- [Assignment]: Each line below must be reproduced exactly.

- [Data records]:
----------
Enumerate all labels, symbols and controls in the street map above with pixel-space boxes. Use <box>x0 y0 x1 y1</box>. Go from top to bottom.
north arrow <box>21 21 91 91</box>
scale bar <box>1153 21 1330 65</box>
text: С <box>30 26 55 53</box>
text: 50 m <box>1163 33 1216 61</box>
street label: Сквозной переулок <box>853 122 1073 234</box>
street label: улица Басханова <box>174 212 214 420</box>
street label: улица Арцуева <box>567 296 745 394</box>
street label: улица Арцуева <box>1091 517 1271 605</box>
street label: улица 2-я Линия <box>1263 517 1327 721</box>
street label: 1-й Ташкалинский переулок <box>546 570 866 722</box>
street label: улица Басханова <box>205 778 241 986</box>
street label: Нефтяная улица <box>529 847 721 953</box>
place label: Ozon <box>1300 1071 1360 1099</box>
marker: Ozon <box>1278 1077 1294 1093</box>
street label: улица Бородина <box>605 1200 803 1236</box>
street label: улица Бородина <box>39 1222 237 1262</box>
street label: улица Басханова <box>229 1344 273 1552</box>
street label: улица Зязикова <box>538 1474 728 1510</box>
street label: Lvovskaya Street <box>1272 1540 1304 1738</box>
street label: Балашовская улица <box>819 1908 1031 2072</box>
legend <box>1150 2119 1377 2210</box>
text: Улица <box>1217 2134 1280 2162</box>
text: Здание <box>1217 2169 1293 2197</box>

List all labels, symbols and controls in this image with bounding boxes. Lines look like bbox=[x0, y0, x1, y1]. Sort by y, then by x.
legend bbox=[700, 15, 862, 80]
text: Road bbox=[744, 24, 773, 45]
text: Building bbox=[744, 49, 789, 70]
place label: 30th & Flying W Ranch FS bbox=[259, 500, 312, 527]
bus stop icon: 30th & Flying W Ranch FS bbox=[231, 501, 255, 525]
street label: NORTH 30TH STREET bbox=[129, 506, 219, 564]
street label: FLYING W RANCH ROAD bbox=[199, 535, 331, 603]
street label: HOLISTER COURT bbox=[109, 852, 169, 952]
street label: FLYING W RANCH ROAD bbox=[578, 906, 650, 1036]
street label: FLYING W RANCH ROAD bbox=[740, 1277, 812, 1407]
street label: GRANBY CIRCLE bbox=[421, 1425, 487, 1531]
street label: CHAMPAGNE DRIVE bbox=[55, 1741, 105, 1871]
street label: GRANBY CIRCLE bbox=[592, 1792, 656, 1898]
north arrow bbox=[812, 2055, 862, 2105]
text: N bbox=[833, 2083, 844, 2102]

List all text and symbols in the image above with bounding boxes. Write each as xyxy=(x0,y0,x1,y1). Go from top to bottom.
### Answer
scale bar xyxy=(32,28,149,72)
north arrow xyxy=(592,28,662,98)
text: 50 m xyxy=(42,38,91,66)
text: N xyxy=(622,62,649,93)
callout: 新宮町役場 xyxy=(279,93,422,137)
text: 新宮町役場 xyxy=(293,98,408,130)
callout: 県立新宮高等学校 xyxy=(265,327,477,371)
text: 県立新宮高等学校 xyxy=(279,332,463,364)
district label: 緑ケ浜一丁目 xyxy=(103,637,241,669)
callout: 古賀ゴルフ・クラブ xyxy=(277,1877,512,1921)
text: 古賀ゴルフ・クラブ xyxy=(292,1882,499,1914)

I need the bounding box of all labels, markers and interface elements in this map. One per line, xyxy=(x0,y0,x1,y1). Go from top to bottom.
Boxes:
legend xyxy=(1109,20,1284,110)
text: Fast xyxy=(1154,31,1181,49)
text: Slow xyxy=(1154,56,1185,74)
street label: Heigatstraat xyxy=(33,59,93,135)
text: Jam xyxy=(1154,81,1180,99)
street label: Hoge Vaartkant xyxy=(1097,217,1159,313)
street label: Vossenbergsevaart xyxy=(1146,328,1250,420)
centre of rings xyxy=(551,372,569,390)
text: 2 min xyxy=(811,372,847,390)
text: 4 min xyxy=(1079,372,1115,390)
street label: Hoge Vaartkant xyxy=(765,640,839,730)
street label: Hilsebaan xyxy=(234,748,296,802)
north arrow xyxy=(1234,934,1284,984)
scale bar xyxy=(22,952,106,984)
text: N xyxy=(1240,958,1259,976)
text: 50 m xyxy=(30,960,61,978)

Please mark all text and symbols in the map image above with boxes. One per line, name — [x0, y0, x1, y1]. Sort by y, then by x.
----------
- [Answer space]:
Enumerate all labels, symbols and controls in the street map above with pixel-space boxes. Use <box>x0 y0 x1 y1</box>. Go from top to bottom.
north arrow <box>21 21 91 91</box>
scale bar <box>1153 21 1330 65</box>
text: С <box>30 26 55 53</box>
text: 50 m <box>1163 33 1216 61</box>
street label: Сквозной переулок <box>853 122 1073 234</box>
street label: улица Басханова <box>174 212 214 420</box>
street label: улица Арцуева <box>567 296 745 394</box>
street label: улица Арцуева <box>1091 517 1271 605</box>
street label: улица 2-я Линия <box>1263 517 1327 721</box>
street label: 1-й Ташкалинский переулок <box>546 570 866 722</box>
street label: улица Басханова <box>205 778 241 986</box>
street label: Нефтяная улица <box>529 847 721 953</box>
place label: Ozon <box>1300 1071 1360 1099</box>
marker: Ozon <box>1278 1077 1294 1093</box>
street label: улица Бородина <box>605 1200 803 1236</box>
street label: улица Бородина <box>39 1222 237 1262</box>
street label: улица Басханова <box>229 1344 273 1552</box>
street label: улица Зязикова <box>538 1474 728 1510</box>
street label: Lvovskaya Street <box>1272 1540 1304 1738</box>
street label: Балашовская улица <box>819 1908 1031 2072</box>
legend <box>1150 2119 1377 2210</box>
text: Улица <box>1217 2134 1280 2162</box>
text: Здание <box>1217 2169 1293 2197</box>

List all labels, symbols and controls in this image with bounding boxes. Lines look like bbox=[x0, y0, x1, y1]. Sort by y, then by x.
legend bbox=[700, 15, 862, 80]
text: Road bbox=[744, 24, 773, 45]
text: Building bbox=[744, 49, 789, 70]
place label: 30th & Flying W Ranch FS bbox=[259, 500, 312, 527]
bus stop icon: 30th & Flying W Ranch FS bbox=[231, 501, 255, 525]
street label: NORTH 30TH STREET bbox=[129, 506, 219, 564]
street label: FLYING W RANCH ROAD bbox=[199, 535, 331, 603]
street label: HOLISTER COURT bbox=[109, 852, 169, 952]
street label: FLYING W RANCH ROAD bbox=[578, 906, 650, 1036]
street label: FLYING W RANCH ROAD bbox=[740, 1277, 812, 1407]
street label: GRANBY CIRCLE bbox=[421, 1425, 487, 1531]
street label: CHAMPAGNE DRIVE bbox=[55, 1741, 105, 1871]
street label: GRANBY CIRCLE bbox=[592, 1792, 656, 1898]
north arrow bbox=[812, 2055, 862, 2105]
text: N bbox=[833, 2083, 844, 2102]

List all text and symbols in the image above with bounding boxes. Write each as xyxy=(x0,y0,x1,y1). Go from top to bottom.
### Answer
scale bar xyxy=(32,28,149,72)
north arrow xyxy=(592,28,662,98)
text: 50 m xyxy=(42,38,91,66)
text: N xyxy=(622,62,649,93)
callout: 新宮町役場 xyxy=(279,93,422,137)
text: 新宮町役場 xyxy=(293,98,408,130)
callout: 県立新宮高等学校 xyxy=(265,327,477,371)
text: 県立新宮高等学校 xyxy=(279,332,463,364)
district label: 緑ケ浜一丁目 xyxy=(103,637,241,669)
callout: 古賀ゴルフ・クラブ xyxy=(277,1877,512,1921)
text: 古賀ゴルフ・クラブ xyxy=(292,1882,499,1914)

I need the bounding box of all labels, markers and interface elements in this map. One per line, xyxy=(x0,y0,x1,y1). Go from top to bottom.
Boxes:
legend xyxy=(1109,20,1284,110)
text: Fast xyxy=(1154,31,1181,49)
text: Slow xyxy=(1154,56,1185,74)
street label: Heigatstraat xyxy=(33,59,93,135)
text: Jam xyxy=(1154,81,1180,99)
street label: Hoge Vaartkant xyxy=(1097,217,1159,313)
street label: Vossenbergsevaart xyxy=(1146,328,1250,420)
centre of rings xyxy=(551,372,569,390)
text: 2 min xyxy=(811,372,847,390)
text: 4 min xyxy=(1079,372,1115,390)
street label: Hoge Vaartkant xyxy=(765,640,839,730)
street label: Hilsebaan xyxy=(234,748,296,802)
north arrow xyxy=(1234,934,1284,984)
scale bar xyxy=(22,952,106,984)
text: N xyxy=(1240,958,1259,976)
text: 50 m xyxy=(30,960,61,978)

Please mark all text and symbols in the map image above with boxes. One per line, name — [x0, y0, x1, y1]. Sort by y, then by x.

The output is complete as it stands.